= ABOUT THIS EXERCISE =
Go through the records and give each one again exactly, omitting the images.

= MATERIAL TO PROCESS =
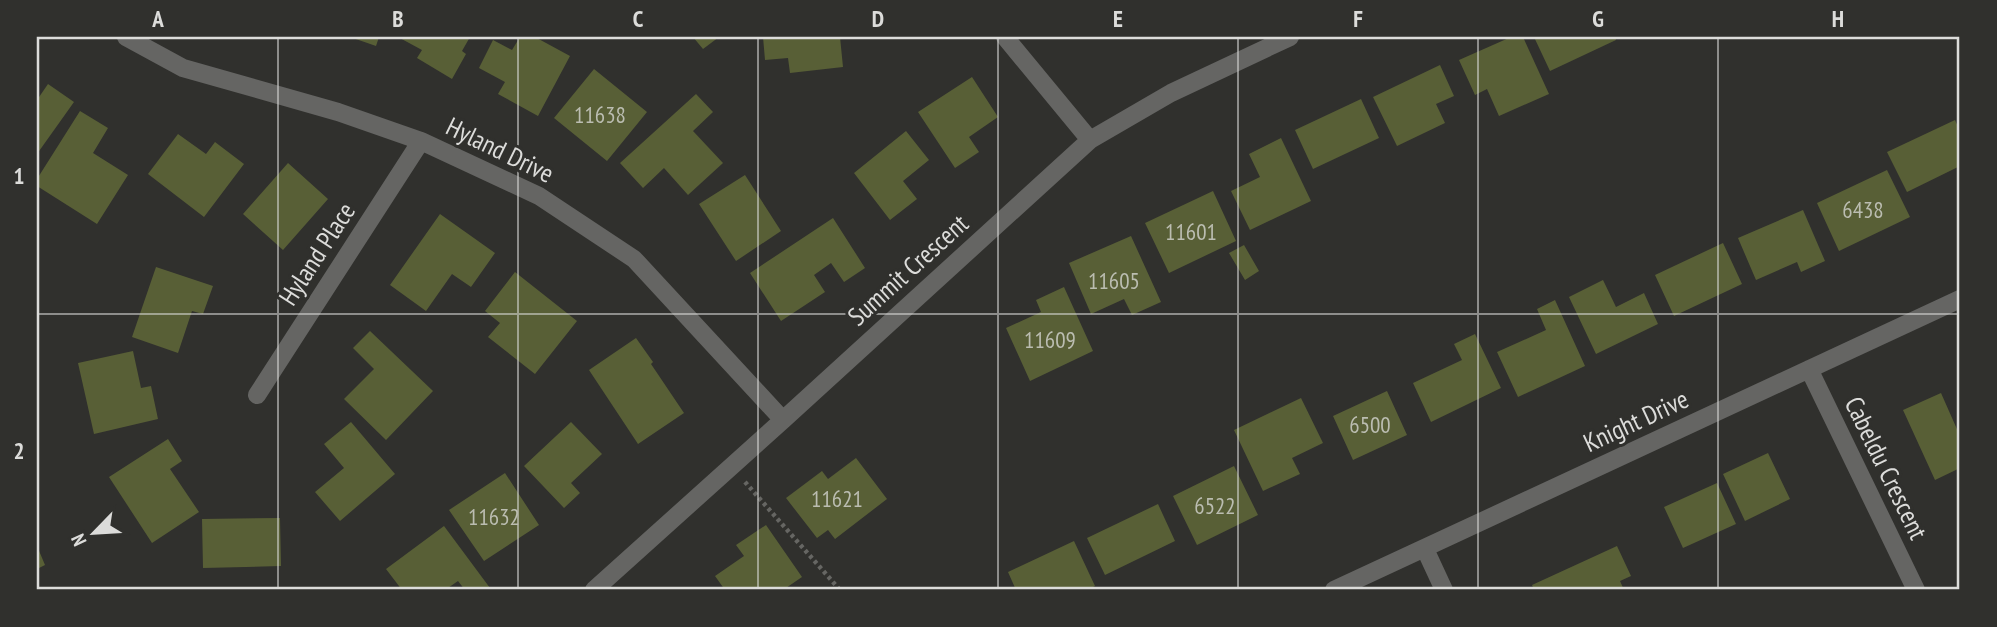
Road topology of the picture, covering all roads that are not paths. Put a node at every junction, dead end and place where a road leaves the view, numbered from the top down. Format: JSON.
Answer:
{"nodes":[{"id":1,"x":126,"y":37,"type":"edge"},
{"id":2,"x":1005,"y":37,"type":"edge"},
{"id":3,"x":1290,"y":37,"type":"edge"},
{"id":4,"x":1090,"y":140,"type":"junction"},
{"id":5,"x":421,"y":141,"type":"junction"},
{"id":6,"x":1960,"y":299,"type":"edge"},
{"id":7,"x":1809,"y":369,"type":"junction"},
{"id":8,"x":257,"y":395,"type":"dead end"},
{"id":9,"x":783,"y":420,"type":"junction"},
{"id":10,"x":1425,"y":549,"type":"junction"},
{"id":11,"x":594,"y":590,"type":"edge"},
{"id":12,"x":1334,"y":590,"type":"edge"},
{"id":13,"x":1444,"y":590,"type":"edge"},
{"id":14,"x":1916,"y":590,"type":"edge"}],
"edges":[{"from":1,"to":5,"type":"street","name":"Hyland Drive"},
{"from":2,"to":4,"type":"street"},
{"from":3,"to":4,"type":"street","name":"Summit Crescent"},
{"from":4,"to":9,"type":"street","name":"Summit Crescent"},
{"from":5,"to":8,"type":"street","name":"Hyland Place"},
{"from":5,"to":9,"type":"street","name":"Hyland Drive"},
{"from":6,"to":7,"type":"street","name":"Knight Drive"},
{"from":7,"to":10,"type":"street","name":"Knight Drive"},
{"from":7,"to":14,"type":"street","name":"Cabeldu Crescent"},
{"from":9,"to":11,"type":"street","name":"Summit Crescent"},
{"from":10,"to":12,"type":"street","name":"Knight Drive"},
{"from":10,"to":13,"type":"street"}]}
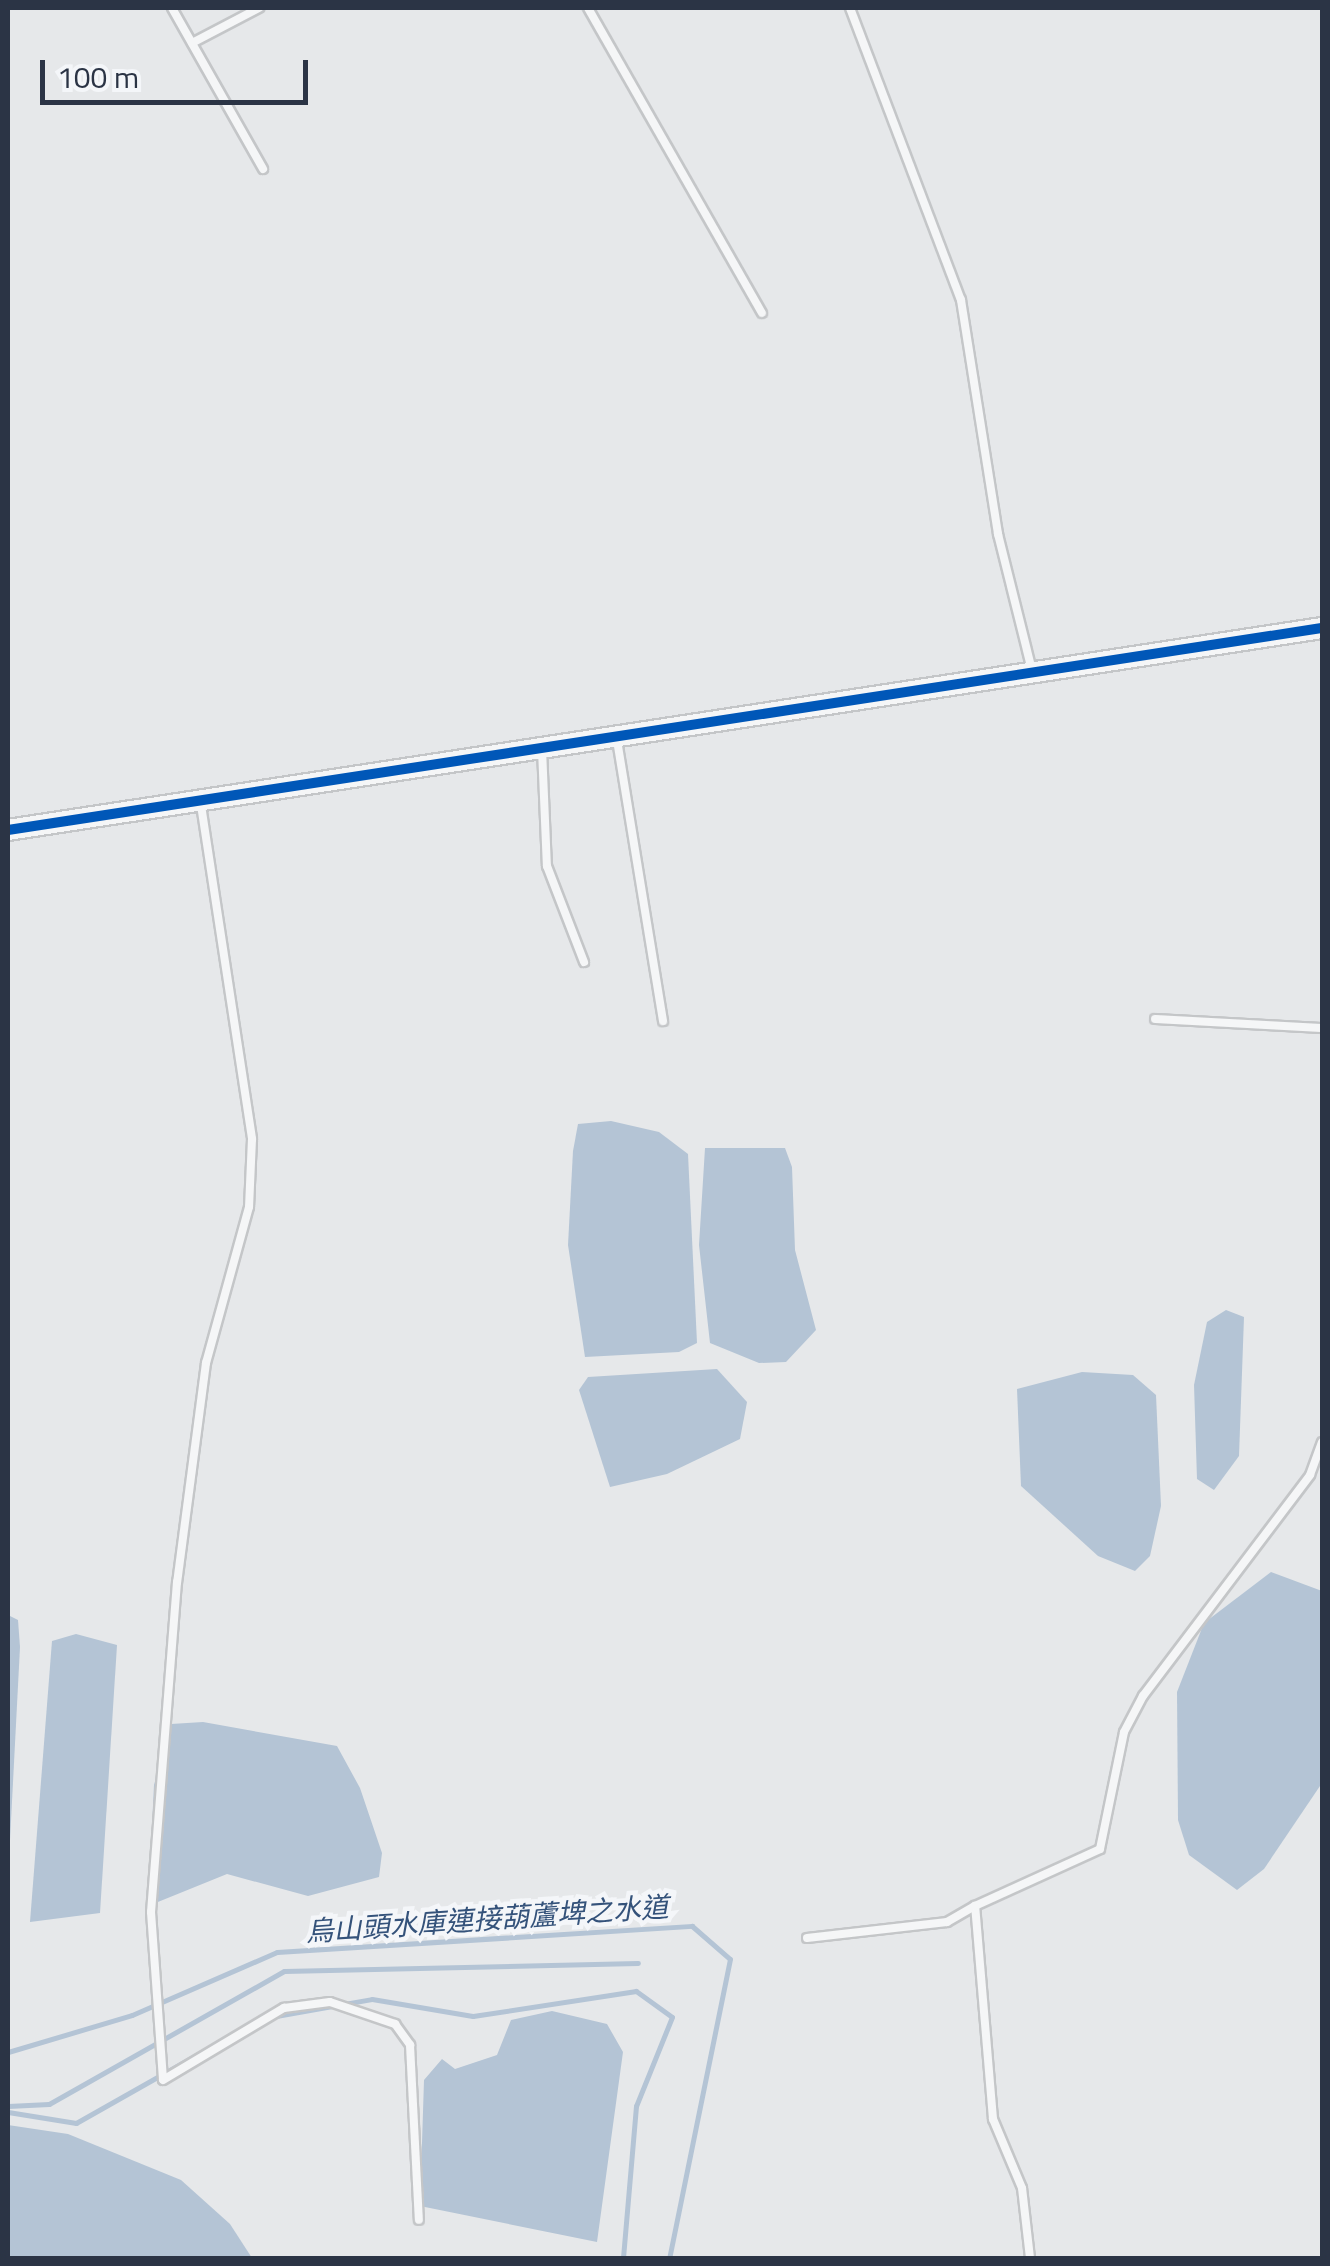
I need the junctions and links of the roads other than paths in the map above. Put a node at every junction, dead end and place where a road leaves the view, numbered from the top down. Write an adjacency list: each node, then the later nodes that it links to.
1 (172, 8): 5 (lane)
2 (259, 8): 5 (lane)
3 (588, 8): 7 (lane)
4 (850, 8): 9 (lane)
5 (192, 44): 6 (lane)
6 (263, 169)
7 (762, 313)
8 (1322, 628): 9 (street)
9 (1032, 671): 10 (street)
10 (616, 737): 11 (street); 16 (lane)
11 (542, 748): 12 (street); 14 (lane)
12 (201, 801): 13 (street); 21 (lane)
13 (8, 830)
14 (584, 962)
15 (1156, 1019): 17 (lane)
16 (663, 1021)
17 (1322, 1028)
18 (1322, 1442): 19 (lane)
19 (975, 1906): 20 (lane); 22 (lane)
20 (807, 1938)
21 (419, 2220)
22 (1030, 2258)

= RESPONSE =
Road topology of the picture, covering all roads that are not paths. Put a node at every junction, dead end and place where a road leaves the view, numbered from the top down. Format: JSON.
Answer:
{"nodes":[{"id":1,"x":126,"y":37,"type":"edge"},
{"id":2,"x":1005,"y":37,"type":"edge"},
{"id":3,"x":1290,"y":37,"type":"edge"},
{"id":4,"x":1090,"y":140,"type":"junction"},
{"id":5,"x":421,"y":141,"type":"junction"},
{"id":6,"x":1960,"y":299,"type":"edge"},
{"id":7,"x":1809,"y":369,"type":"junction"},
{"id":8,"x":257,"y":395,"type":"dead end"},
{"id":9,"x":783,"y":420,"type":"junction"},
{"id":10,"x":1425,"y":549,"type":"junction"},
{"id":11,"x":594,"y":590,"type":"edge"},
{"id":12,"x":1334,"y":590,"type":"edge"},
{"id":13,"x":1444,"y":590,"type":"edge"},
{"id":14,"x":1916,"y":590,"type":"edge"}],
"edges":[{"from":1,"to":5,"type":"street","name":"Hyland Drive"},
{"from":2,"to":4,"type":"street"},
{"from":3,"to":4,"type":"street","name":"Summit Crescent"},
{"from":4,"to":9,"type":"street","name":"Summit Crescent"},
{"from":5,"to":8,"type":"street","name":"Hyland Place"},
{"from":5,"to":9,"type":"street","name":"Hyland Drive"},
{"from":6,"to":7,"type":"street","name":"Knight Drive"},
{"from":7,"to":10,"type":"street","name":"Knight Drive"},
{"from":7,"to":14,"type":"street","name":"Cabeldu Crescent"},
{"from":9,"to":11,"type":"street","name":"Summit Crescent"},
{"from":10,"to":12,"type":"street","name":"Knight Drive"},
{"from":10,"to":13,"type":"street"}]}
I need the junctions and links of the roads other than paths in the map above. Put a node at every junction, dead end and place where a road leaves the view, numbered from the top down. Write an adjacency list: each node, then the later nodes that it links to.
1 (172, 8): 5 (lane)
2 (259, 8): 5 (lane)
3 (588, 8): 7 (lane)
4 (850, 8): 9 (lane)
5 (192, 44): 6 (lane)
6 (263, 169)
7 (762, 313)
8 (1322, 628): 9 (street)
9 (1032, 671): 10 (street)
10 (616, 737): 11 (street); 16 (lane)
11 (542, 748): 12 (street); 14 (lane)
12 (201, 801): 13 (street); 21 (lane)
13 (8, 830)
14 (584, 962)
15 (1156, 1019): 17 (lane)
16 (663, 1021)
17 (1322, 1028)
18 (1322, 1442): 19 (lane)
19 (975, 1906): 20 (lane); 22 (lane)
20 (807, 1938)
21 (419, 2220)
22 (1030, 2258)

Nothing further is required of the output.